Thanks to that, I was able to gradually erase the vestiges of the little girl who had run barefoot in the dirty back alleys, something I hadn't even realized myself. Lavalliere was not a good friend, but she was an excellent educator.
As Lavalliere and I rose from our seats, the maids standing nearby tidied the pleats of their skirts. Some folded the mats laid on the ground and picked up the books.
Lavalliere, who had been standing silently receiving their service, turned her gaze towards the maid tidying my skirt. More precisely, her eyes were drawn to the bizarre sight of most of her skin being covered by unbleached cloth.
“A lady must always present a beautiful appearance. The maids attending her must also be neat and tidy for that very reason.”
“I slipped on the stairs and injured myself. It’s not for the reason you’re worried about, so please don’t be displeased. Isn’t that right, Seril?”
At my words, Seril, the maid who had finished tidying my skirt and was standing behind me, looked up and replied in a small voice.
“Yes.”
Her eyes, filled with fear, trembled behind her flushed eyelids, and her lips, red and scabbed, quivered slightly with a faint spasm. It was another form of ‘resignation.’

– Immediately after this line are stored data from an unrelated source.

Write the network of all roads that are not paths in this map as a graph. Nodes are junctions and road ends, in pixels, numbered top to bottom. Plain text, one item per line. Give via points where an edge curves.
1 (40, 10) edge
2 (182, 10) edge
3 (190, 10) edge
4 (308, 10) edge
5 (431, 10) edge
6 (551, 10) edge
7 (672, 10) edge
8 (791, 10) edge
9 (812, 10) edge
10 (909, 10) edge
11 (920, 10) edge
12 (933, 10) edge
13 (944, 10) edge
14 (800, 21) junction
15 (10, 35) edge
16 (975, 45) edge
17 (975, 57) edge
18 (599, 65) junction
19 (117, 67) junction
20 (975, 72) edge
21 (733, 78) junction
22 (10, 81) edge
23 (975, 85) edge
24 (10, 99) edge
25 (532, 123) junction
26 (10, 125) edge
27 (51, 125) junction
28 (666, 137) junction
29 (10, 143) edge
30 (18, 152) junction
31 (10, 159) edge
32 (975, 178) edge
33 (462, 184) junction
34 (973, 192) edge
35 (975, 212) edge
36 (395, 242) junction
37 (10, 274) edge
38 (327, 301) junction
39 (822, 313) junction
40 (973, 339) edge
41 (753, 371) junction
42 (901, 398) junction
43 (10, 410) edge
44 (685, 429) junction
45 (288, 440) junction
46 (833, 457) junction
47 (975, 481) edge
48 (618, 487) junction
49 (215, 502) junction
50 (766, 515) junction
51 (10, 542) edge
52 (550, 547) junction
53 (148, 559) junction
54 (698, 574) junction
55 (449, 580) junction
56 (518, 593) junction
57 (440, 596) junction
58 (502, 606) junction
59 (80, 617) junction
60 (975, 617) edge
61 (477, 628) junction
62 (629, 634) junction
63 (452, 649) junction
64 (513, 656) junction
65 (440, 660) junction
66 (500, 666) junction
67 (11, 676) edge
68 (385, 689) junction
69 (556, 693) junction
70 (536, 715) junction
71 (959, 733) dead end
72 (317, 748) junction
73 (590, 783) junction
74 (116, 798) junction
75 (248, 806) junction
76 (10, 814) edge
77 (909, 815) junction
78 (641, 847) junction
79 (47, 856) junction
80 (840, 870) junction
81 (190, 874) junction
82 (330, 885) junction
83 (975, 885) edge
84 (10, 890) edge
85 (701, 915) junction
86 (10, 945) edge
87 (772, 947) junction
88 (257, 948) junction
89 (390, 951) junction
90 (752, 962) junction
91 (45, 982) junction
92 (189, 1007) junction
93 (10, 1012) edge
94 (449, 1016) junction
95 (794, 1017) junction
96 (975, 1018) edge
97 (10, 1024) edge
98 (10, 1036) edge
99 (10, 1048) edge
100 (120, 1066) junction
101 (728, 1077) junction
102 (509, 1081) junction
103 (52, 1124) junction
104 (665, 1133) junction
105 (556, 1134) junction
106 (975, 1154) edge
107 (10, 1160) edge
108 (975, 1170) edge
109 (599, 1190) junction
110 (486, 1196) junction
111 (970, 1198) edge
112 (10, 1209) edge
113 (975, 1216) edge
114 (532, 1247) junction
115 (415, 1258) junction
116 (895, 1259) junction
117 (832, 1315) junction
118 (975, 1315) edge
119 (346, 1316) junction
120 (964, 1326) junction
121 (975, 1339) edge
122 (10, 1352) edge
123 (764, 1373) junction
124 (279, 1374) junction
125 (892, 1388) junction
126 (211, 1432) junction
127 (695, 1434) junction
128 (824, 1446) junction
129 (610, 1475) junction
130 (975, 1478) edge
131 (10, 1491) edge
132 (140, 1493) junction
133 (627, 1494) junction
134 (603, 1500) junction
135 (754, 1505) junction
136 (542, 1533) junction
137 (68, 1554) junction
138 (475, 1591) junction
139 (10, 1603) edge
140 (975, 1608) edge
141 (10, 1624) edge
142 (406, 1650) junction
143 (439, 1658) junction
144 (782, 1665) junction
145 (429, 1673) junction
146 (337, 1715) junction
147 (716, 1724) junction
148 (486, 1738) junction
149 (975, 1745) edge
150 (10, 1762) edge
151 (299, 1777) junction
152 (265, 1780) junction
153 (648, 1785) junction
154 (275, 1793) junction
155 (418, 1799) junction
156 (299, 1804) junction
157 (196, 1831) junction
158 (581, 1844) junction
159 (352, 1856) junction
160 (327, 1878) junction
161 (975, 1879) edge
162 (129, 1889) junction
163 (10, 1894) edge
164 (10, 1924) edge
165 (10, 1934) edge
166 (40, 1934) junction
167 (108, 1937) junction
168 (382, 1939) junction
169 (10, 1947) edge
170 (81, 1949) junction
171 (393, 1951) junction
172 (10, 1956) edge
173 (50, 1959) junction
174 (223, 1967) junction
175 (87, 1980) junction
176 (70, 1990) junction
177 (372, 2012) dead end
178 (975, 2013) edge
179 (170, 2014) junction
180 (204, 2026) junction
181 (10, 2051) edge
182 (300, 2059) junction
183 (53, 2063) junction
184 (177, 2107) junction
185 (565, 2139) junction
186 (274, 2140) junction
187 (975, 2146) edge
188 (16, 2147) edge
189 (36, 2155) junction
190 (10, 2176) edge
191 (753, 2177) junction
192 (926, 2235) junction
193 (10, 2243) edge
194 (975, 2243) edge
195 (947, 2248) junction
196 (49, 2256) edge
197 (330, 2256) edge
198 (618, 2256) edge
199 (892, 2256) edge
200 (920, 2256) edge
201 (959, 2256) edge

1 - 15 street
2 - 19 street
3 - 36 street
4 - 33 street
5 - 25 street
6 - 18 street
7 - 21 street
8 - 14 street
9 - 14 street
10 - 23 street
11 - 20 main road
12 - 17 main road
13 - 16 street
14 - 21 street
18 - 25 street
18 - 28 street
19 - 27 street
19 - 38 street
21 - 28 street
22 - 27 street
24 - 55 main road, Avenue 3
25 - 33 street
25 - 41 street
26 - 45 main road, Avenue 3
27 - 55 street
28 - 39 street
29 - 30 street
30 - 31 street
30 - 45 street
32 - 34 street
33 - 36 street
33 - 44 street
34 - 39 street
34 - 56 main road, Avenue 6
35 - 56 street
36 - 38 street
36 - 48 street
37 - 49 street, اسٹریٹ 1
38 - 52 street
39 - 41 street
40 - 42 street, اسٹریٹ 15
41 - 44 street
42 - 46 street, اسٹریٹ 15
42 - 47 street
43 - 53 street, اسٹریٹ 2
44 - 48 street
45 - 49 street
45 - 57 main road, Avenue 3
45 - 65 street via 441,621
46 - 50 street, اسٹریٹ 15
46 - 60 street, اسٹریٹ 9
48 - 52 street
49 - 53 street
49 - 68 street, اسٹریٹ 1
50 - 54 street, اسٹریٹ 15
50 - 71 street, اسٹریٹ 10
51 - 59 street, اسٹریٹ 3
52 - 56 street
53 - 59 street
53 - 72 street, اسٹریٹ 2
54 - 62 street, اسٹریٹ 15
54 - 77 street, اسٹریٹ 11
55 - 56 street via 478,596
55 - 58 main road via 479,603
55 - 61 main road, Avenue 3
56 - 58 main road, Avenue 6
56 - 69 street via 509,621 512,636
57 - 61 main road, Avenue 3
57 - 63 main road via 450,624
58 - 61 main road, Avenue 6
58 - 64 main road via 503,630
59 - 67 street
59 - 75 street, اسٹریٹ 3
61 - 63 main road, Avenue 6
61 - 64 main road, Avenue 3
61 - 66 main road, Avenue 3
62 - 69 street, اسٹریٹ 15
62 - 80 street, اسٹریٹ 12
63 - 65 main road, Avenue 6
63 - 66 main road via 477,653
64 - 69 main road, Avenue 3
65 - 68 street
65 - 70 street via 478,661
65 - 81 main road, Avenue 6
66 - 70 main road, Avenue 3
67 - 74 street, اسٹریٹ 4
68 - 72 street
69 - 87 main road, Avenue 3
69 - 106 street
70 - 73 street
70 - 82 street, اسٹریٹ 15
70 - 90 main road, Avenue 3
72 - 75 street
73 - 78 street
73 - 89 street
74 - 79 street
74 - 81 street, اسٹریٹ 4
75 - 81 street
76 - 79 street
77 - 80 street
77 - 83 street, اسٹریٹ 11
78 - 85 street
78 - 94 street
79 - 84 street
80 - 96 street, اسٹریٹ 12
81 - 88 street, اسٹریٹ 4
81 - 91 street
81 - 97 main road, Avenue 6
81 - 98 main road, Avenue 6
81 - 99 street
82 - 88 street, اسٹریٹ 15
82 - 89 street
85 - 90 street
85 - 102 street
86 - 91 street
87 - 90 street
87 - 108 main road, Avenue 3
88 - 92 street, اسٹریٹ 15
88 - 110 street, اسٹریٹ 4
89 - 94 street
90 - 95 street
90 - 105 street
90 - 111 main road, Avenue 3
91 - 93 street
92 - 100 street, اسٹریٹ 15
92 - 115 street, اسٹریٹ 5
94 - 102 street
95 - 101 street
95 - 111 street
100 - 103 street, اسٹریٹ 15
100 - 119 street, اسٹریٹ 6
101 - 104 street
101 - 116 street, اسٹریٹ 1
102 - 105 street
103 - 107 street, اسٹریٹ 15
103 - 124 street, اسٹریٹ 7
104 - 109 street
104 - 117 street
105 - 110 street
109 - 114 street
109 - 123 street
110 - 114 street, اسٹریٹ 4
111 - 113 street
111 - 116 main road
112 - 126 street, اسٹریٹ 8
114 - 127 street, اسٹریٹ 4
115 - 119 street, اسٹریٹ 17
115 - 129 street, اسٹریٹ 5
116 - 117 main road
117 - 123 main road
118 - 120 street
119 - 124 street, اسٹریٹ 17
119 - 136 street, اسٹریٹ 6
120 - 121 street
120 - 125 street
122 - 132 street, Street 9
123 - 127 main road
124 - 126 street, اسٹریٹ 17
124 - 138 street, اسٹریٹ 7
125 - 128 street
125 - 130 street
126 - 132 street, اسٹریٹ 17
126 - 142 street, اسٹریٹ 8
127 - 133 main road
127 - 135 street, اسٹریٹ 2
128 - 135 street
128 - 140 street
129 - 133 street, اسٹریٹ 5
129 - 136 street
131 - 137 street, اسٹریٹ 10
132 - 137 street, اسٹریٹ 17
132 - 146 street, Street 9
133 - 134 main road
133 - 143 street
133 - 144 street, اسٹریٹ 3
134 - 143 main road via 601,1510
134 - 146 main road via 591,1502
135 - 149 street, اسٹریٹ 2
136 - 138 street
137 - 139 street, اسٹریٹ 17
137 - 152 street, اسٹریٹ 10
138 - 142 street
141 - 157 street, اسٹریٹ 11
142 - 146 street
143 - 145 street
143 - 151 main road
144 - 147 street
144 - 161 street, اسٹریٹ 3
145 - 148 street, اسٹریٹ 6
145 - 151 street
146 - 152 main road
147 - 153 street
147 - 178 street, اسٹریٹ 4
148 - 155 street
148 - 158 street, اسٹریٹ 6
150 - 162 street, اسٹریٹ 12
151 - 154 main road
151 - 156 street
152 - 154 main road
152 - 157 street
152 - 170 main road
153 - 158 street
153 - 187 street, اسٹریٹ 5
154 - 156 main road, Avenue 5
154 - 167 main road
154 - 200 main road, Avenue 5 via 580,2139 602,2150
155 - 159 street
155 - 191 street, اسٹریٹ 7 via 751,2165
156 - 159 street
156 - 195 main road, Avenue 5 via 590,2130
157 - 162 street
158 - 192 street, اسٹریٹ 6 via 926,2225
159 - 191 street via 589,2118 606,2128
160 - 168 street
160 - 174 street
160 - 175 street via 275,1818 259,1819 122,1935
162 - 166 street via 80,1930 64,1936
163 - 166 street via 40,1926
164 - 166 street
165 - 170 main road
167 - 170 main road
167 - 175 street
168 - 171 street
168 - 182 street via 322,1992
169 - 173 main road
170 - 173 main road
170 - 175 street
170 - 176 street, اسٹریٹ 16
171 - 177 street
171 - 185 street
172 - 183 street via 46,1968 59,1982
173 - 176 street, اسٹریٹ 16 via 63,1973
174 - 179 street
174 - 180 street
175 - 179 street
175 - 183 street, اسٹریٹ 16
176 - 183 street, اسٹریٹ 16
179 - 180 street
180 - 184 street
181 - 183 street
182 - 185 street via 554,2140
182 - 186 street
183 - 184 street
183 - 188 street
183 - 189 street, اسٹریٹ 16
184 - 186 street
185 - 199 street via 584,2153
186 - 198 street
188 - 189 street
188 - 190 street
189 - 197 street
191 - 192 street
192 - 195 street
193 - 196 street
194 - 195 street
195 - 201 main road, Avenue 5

I smiled with satisfaction at Seril’s docile demeanor, like a horse reined in. Then, quickly addressing Lavalliere, who was looking back and forth between me and Seril as if trying to gauge something, I said,
“Are there no other lessons?”
Lavalliere clucked her tongue low and turned away. A person with your keen observation skills would have realized my words were a lie, but the matter of the maid was not something you could interfere with, so you had no choice but to overlook it, however displeased you were.
“Let us go inside for tea. I heard good tea has arrived. I must taste it to see what kind it is.”
“Yes.”
Swallowing back a laugh that threatened to escape, I followed her. Somehow, for this moment at least, I felt I could forget about young master Beatrice.